PROPOSAL 3: AUTHORIZATION OF THE COMPANY TO SELL OR OTHERWISE ISSUE SHARES OF ITS COMMON STOCK AT A PRICE BELOW ITS THEN CURRENT NET ASSET VALUE PER SHARE SUBJECT TO THE CONDITIONS SET FORTH IN THIS PROPOSAL

        The Company is a closed-end investment company that has elected to be regulated as a BDC under the Investment Company Act. As a BDC, the Company is generally prohibited from issuing its common stock at a price below the then current net asset value per share ("NAV") unless it meets certain conditions, including obtaining stockholder approval.

        As a result, the Company is seeking the approval of its common stockholders so that it may, in one or more public or private offerings of its common stock, sell or otherwise issue shares of its common stock, not exceeding 25% of its then outstanding common stock, at a price below NAV, subject to the conditions set forth in this proposal.

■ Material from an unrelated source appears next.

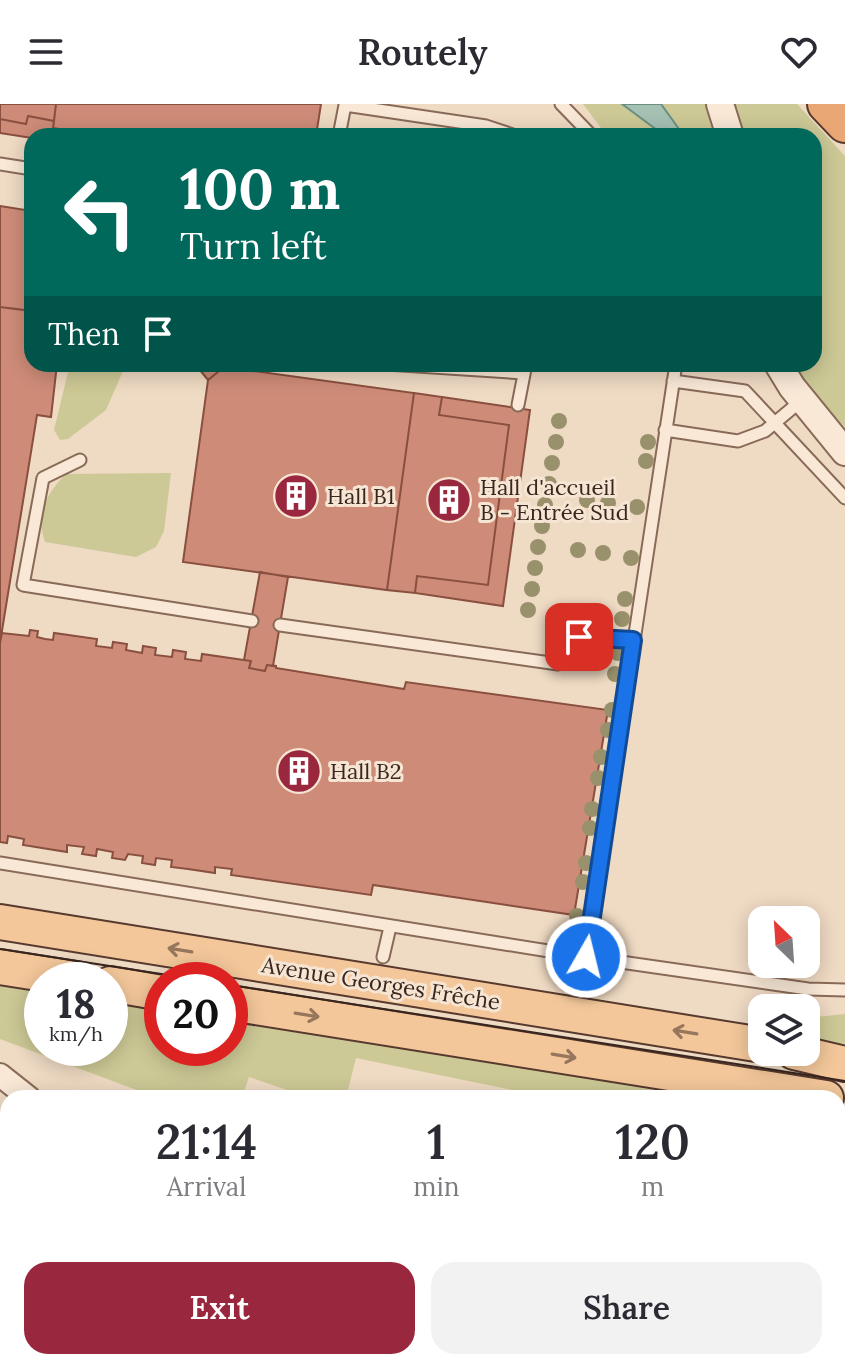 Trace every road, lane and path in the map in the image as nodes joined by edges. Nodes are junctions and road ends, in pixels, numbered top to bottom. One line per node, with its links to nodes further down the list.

If approved, the authorization would be effective for securities issued during a period beginning on the date of such stockholder approval and expiring on the earlier of the anniversary of the date of the Annual Meeting and the date of the Company's 2014 Annual Meeting of Stockholders, which is expected to be held in June 2014. The Company's stockholders approved similar proposals at the Company's 2009, 2010, 2011 and 2012 Annual Meetings of Stockholders.

        The Board, including a majority of the directors who have no financial interest in this proposal and a majority of the independent directors, has approved this proposal as in the best interests of the Company and its stockholders and recommends it to the stockholders for their approval. The Board believes that having the flexibility for the Company to sell its common stock below NAV in certain instances is in the Company's best interests and the best interests of its stockholders. This would, among other things, provide access to capital markets to pursue attractive investment opportunities during periods of volatility, improve capital resources to enable the Company to compete more effectively for high quality investment opportunities and add financial flexibility to comply with BDC and credit facility requirements, including the 1:1 debt to equity ratio. Upon obtaining the requisite stockholder approval, the Company will comply with the conditions described below in connection with any offering undertaken pursuant to this proposal. See below for a discussion of the risks of dilution.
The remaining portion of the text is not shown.